Une question d’éthique et d’engagement
En 2005, Jean-François Leroy estimait « qu’un bon photojournaliste place ses photos dans un magazine et non pas dans une galerie ». Aujourd’hui, il modère ses propos, comprenant que ce dernier n’a plus d’autre choix que de diversifier ses revenus. Mais ce n’est pas la seule raison. Nombreux sont les photographes qui considèrent que l’option artistique leur ouvre un nouvel espace d’expression photographique qu’ils n’avaient jamais rencontré dans la presse. Mais peut-être ne faut-il plus aujourd’hui opposer ces deux univers. Car, là où le photojournalisme témoigne des réalités du monde, la photographie d’art permet de les questionner.

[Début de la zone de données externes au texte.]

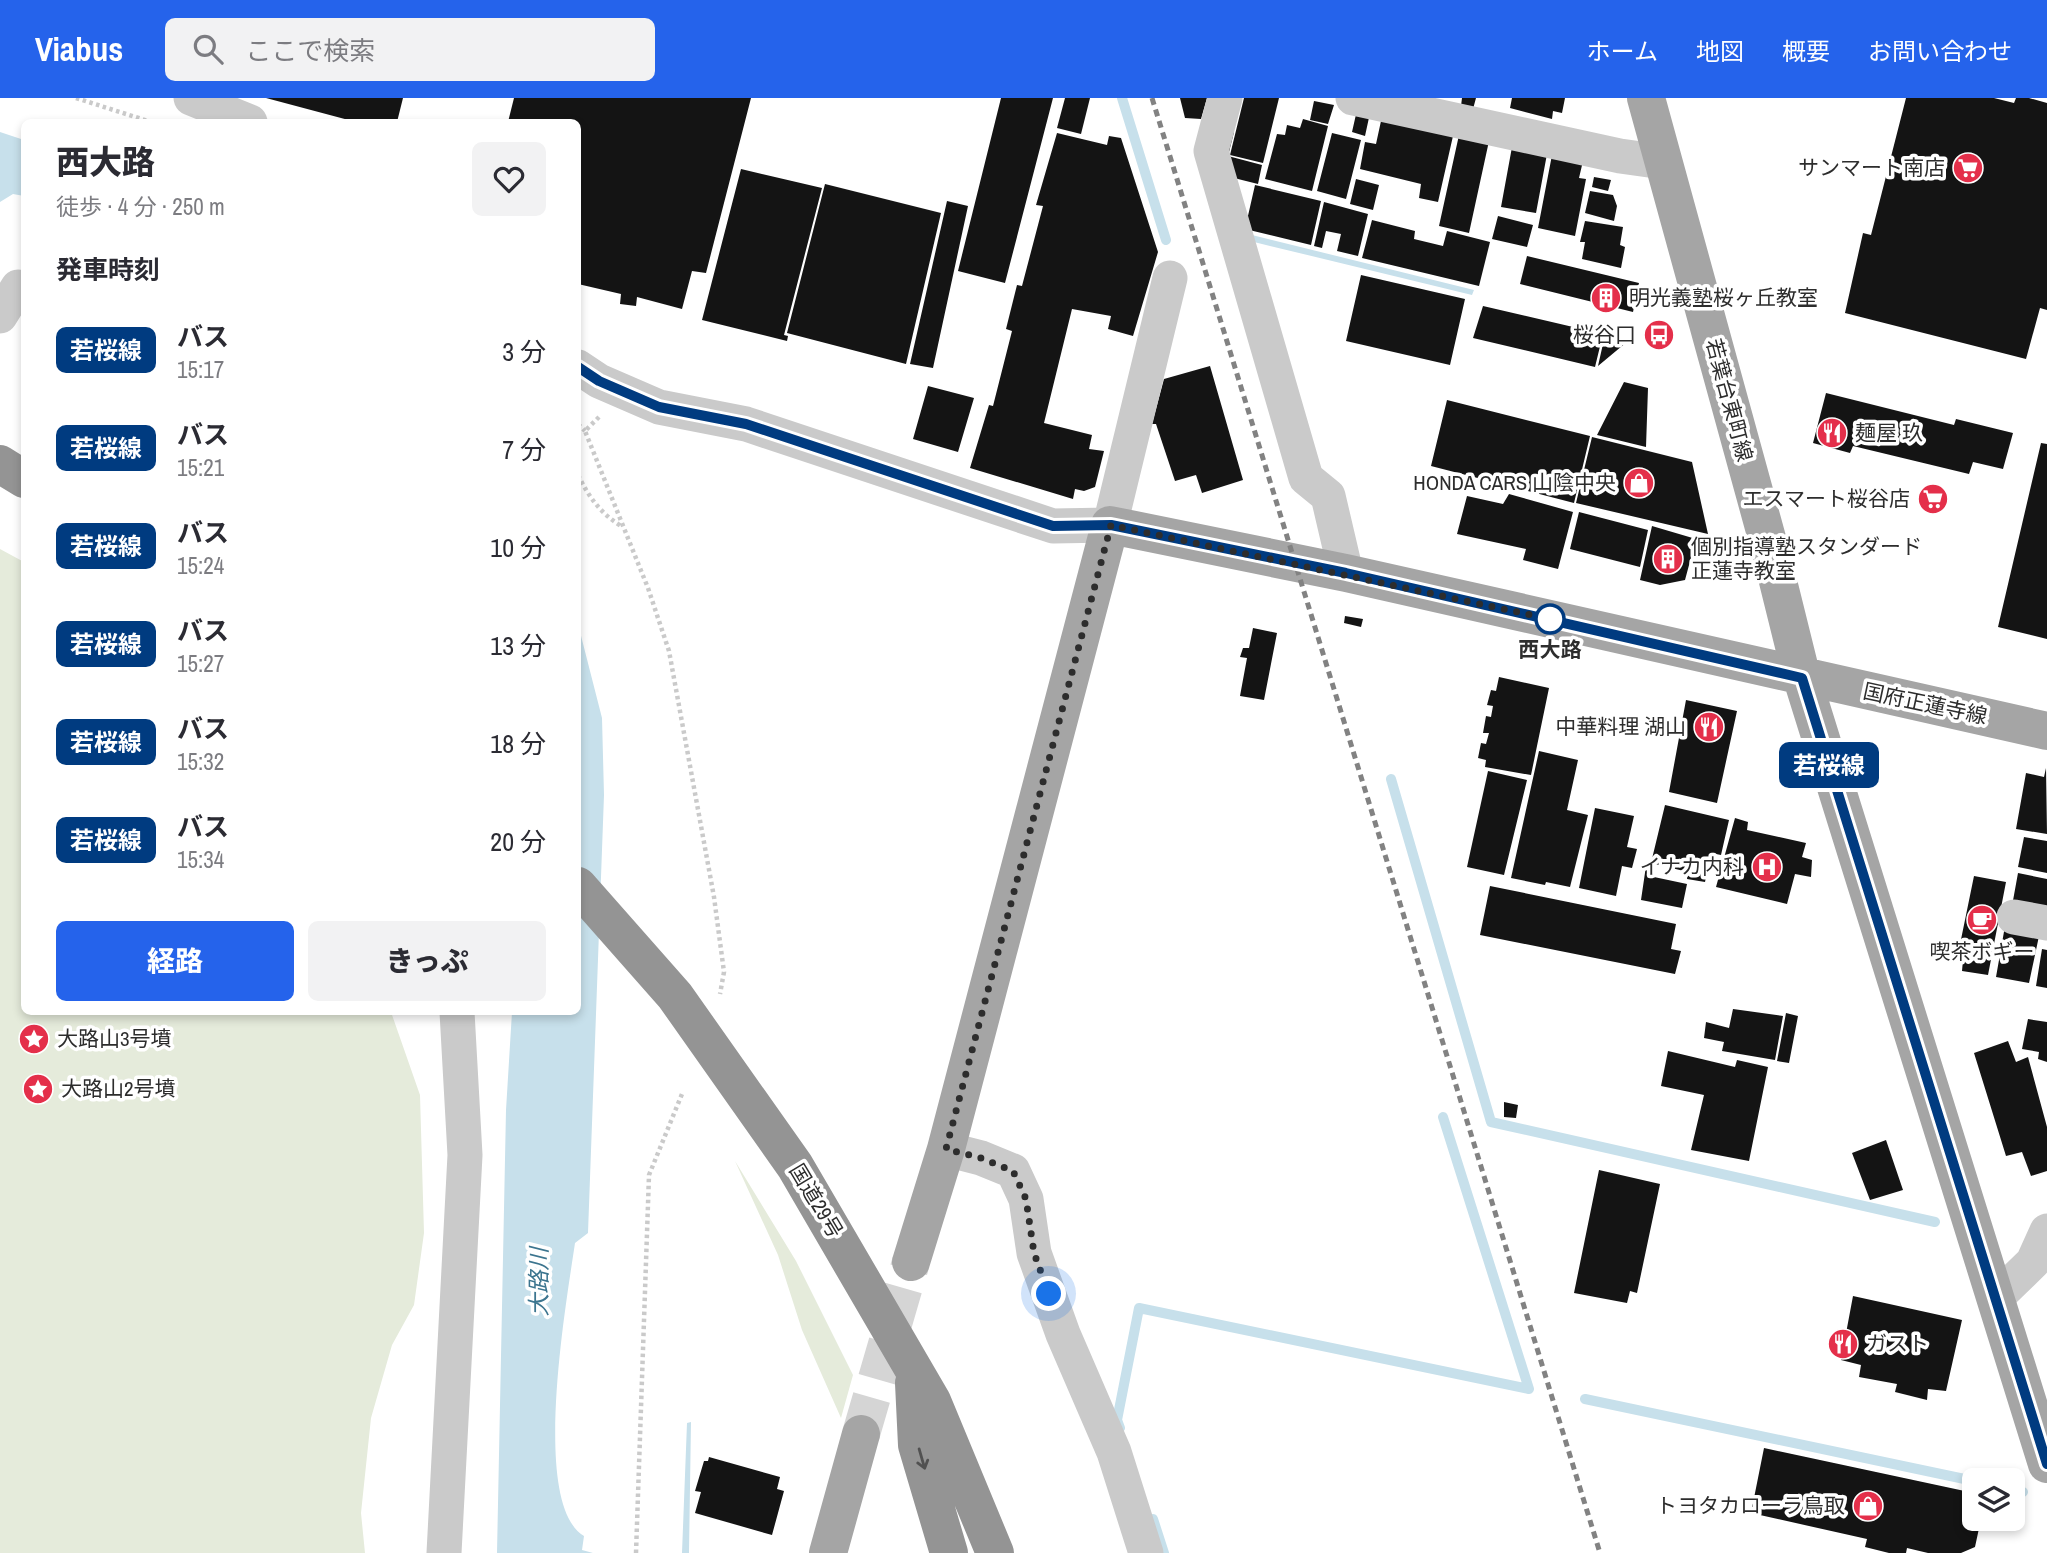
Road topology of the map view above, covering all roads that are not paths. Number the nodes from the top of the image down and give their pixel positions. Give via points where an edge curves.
1 (191, 98) edge
2 (1224, 98) edge
3 (1353, 98) edge
4 (1646, 98) edge
5 (243, 119) edge
6 (1663, 162) junction
7 (1170, 278) dead end
8 (581, 369) edge
9 (0, 464) edge
10 (21, 477) edge
11 (1111, 525) junction
12 (1346, 573) junction
13 (1802, 678) junction
14 (2047, 731) edge
15 (581, 889) edge
16 (457, 1015) edge
17 (946, 1149) junction
18 (2047, 1231) edge
19 (911, 1262) tunnel mouth
20 (1997, 1297) junction
21 (913, 1367) junction
22 (932, 1401) junction
23 (861, 1434) tunnel mouth
24 (2047, 1464) edge
25 (444, 1553) edge
26 (828, 1553) edge
27 (949, 1553) edge
28 (995, 1553) edge
29 (1019, 1553) edge
30 (1146, 1553) edge

1 - 5 street
2 - 12 street via 1211,151 1306,478 1328,496
3 - 6 street
4 - 6 main road, 若葉台東町線
6 - 13 main road, 若葉台東町線
7 - 11 street
8 - 11 street via 659,407 746,424 1053,526
9 - 10 highway
11 - 12 main road, 国府正蓮寺線
11 - 17 main road
12 - 13 main road, 国府正蓮寺線
13 - 14 main road, 国府正蓮寺線
13 - 20 main road, 若葉台東町線
15 - 21 highway, 国道29号 via 676,996 795,1166
16 - 25 street via 465,1155
17 - 19 main road
17 - 30 street via 1013,1171 1026,1199 1034,1253 1114,1452
18 - 20 street via 2033,1262
20 - 24 main road, 若葉台東町線
21 - 22 highway, 国道29号
21 -> 27 highway via 917,1445
22 - 28 highway, 国道29号
22 - 29 highway
23 - 26 main road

Photo Off à l’écoute du monde
Initié en 2010 dans le but de mettre en lumière la photographie contemporaine internationale, et notamment la scène émergente, Photo Off accueille cette année encore une vingtaine de galeries françaises et étrangères. Parrainée par Sarah Moon, la quatrième édition du salon, intitulée For Real !, reprend ses quartiers à La Bellevilloise, dans le XVIIIe arrondissement de Paris, jusqu’au dimanche 17 novembre. La manifestation entend promouvoir plus particulièrement la photographie engagée, représentative selon ses organisateurs « d’une nouvelle génération observatrice et sensible, connectée au réel », qui tente de saisir à sa manière la transformation du monde. Et de revendiquer « la recherche de cette délicate et indispensable frontière entre témoignage et geste artistique ». Parmi les temps forts de ce rendez-vous 2013 : un double focus sur de jeunes talents géorgiens et la photographie malienne et la mise en avant de l’œuvre du photographe américain Richard Ballarian, invité d’honneur de l’exposition, à travers sa série Urban Man, née de sa rencontre avec Paris, où il s’est installé dans les années 1970.
Références bibliographiques
Esthétique de l’auteur, signes subjectifs ou retrait documentaire, article de Gaëlle Morel paru dans Etudes photographiques, n°20, juin 2007.
Après la photographie ? De l’argentique à la révolution numérique, Quentin Bajac, éditions Découvertes Gallimard.